──────── SUPPLIED RECORDS

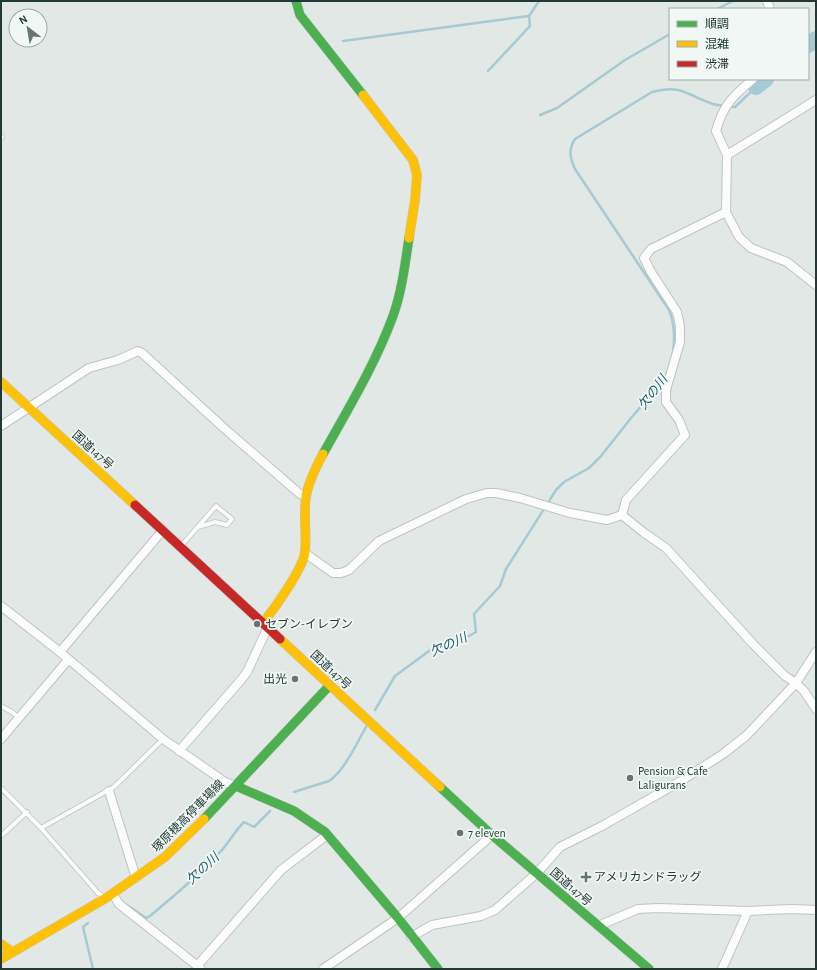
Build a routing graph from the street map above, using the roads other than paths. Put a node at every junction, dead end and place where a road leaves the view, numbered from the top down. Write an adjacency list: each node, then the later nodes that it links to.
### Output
1 (296, 1): 10 (main road)
2 (752, 80): 4 (street)
3 (816, 100): 4 (street)
4 (727, 155): 5 (street)
5 (726, 212): 6 (street); 11 (street)
6 (816, 285)
7 (1, 382): 8 (main road, 国道147号)
8 (29, 408): 9 (street); 10 (street); 13 (main road, 国道147号)
9 (1, 426)
10 (306, 497): 15 (main road)
11 (622, 515): 15 (street); 21 (street)
12 (198, 527): 12 (lane); 14 (lane)
13 (163, 530): 14 (main road, 国道147号); 18 (street)
14 (180, 546): 17 (main road, 国道147号)
15 (305, 553): 17 (main road)
16 (1, 606): 18 (street)
17 (266, 625): 22 (main road, 国道147号); 28 (street)
18 (60, 652): 20 (street)
19 (816, 652): 21 (street)
20 (68, 660): 25 (street); 26 (street)
21 (796, 683): 24 (street); 37 (street)
22 (330, 685): 29 (main road); 35 (main road, 国道147号)
23 (1, 706): 25 (lane)
24 (816, 709)
25 (19, 718): 27 (street)
26 (163, 739): 28 (street); 31 (lane)
27 (1, 740)
28 (179, 751): 29 (street)
29 (236, 786): 34 (main road, 塚原穂高停車場線); 38 (main road, 塚原穂高停車場線)
30 (1, 788): 32 (lane)
31 (109, 791): 33 (lane); 38 (street)
32 (26, 812): 33 (lane); 36 (lane)
33 (41, 828): 39 (lane)
34 (327, 835): 42 (main road, 塚原穂高停車場線); 48 (street)
35 (492, 835): 37 (main road, 国道147号); 42 (street)
36 (1, 836)
37 (537, 873): 43 (main road, 国道147号); 44 (street)
38 (136, 878): 39 (main road, 塚原穂高停車場線)
39 (110, 896): 46 (main road, 塚原穂高停車場線); 48 (street)
40 (816, 910): 41 (street)
41 (748, 911): 43 (street); 52 (street)
42 (398, 918): 44 (main road, 塚原穂高停車場線); 49 (street)
43 (598, 926): 51 (main road, 国道147号)
44 (411, 936): 50 (main road, 塚原穂高停車場線)
45 (1, 944): 46 (main road)
46 (12, 952): 47 (main road, 塚原穂高停車場線)
47 (1, 959)
48 (199, 967)
49 (323, 969)
50 (438, 969)
51 (649, 969)
52 (722, 969)

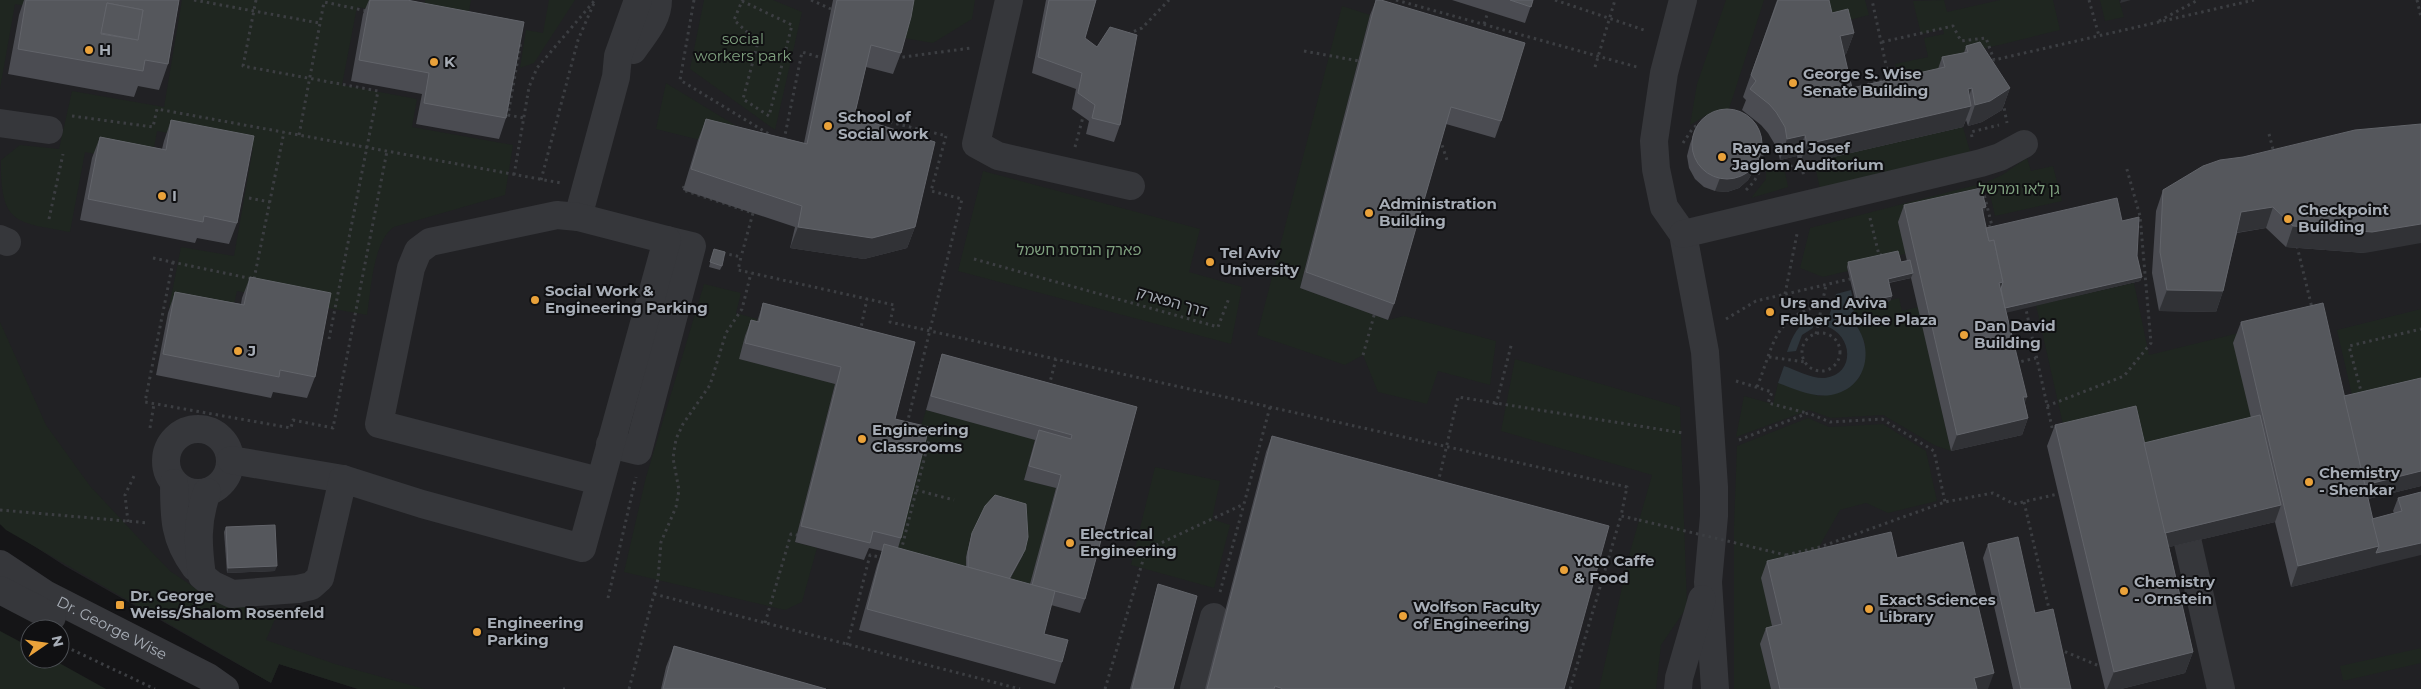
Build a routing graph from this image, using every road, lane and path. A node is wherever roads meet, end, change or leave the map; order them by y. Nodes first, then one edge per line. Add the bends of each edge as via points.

────────────────

- [TASK INSTRUCTIONS]:
An exact copy of the data is required, with the pictures excluded.

- [SOLVED PROBLEM]:
Build a routing graph from the street map above, using the roads other than paths. Put a node at every junction, dead end and place where a road leaves the view, numbered from the top down. Write an adjacency list: each node, then the later nodes that it links to.
### Output
1 (296, 1): 10 (main road)
2 (752, 80): 4 (street)
3 (816, 100): 4 (street)
4 (727, 155): 5 (street)
5 (726, 212): 6 (street); 11 (street)
6 (816, 285)
7 (1, 382): 8 (main road, 国道147号)
8 (29, 408): 9 (street); 10 (street); 13 (main road, 国道147号)
9 (1, 426)
10 (306, 497): 15 (main road)
11 (622, 515): 15 (street); 21 (street)
12 (198, 527): 12 (lane); 14 (lane)
13 (163, 530): 14 (main road, 国道147号); 18 (street)
14 (180, 546): 17 (main road, 国道147号)
15 (305, 553): 17 (main road)
16 (1, 606): 18 (street)
17 (266, 625): 22 (main road, 国道147号); 28 (street)
18 (60, 652): 20 (street)
19 (816, 652): 21 (street)
20 (68, 660): 25 (street); 26 (street)
21 (796, 683): 24 (street); 37 (street)
22 (330, 685): 29 (main road); 35 (main road, 国道147号)
23 (1, 706): 25 (lane)
24 (816, 709)
25 (19, 718): 27 (street)
26 (163, 739): 28 (street); 31 (lane)
27 (1, 740)
28 (179, 751): 29 (street)
29 (236, 786): 34 (main road, 塚原穂高停車場線); 38 (main road, 塚原穂高停車場線)
30 (1, 788): 32 (lane)
31 (109, 791): 33 (lane); 38 (street)
32 (26, 812): 33 (lane); 36 (lane)
33 (41, 828): 39 (lane)
34 (327, 835): 42 (main road, 塚原穂高停車場線); 48 (street)
35 (492, 835): 37 (main road, 国道147号); 42 (street)
36 (1, 836)
37 (537, 873): 43 (main road, 国道147号); 44 (street)
38 (136, 878): 39 (main road, 塚原穂高停車場線)
39 (110, 896): 46 (main road, 塚原穂高停車場線); 48 (street)
40 (816, 910): 41 (street)
41 (748, 911): 43 (street); 52 (street)
42 (398, 918): 44 (main road, 塚原穂高停車場線); 49 (street)
43 (598, 926): 51 (main road, 国道147号)
44 (411, 936): 50 (main road, 塚原穂高停車場線)
45 (1, 944): 46 (main road)
46 (12, 952): 47 (main road, 塚原穂高停車場線)
47 (1, 959)
48 (199, 967)
49 (323, 969)
50 (438, 969)
51 (649, 969)
52 (722, 969)

Build a routing graph from this image, using every road, lane and path. A node is wherever roads meet, end, change or leave the map; order them by y. Nodes first, then one edge per line. Add the bends of each edge as via points.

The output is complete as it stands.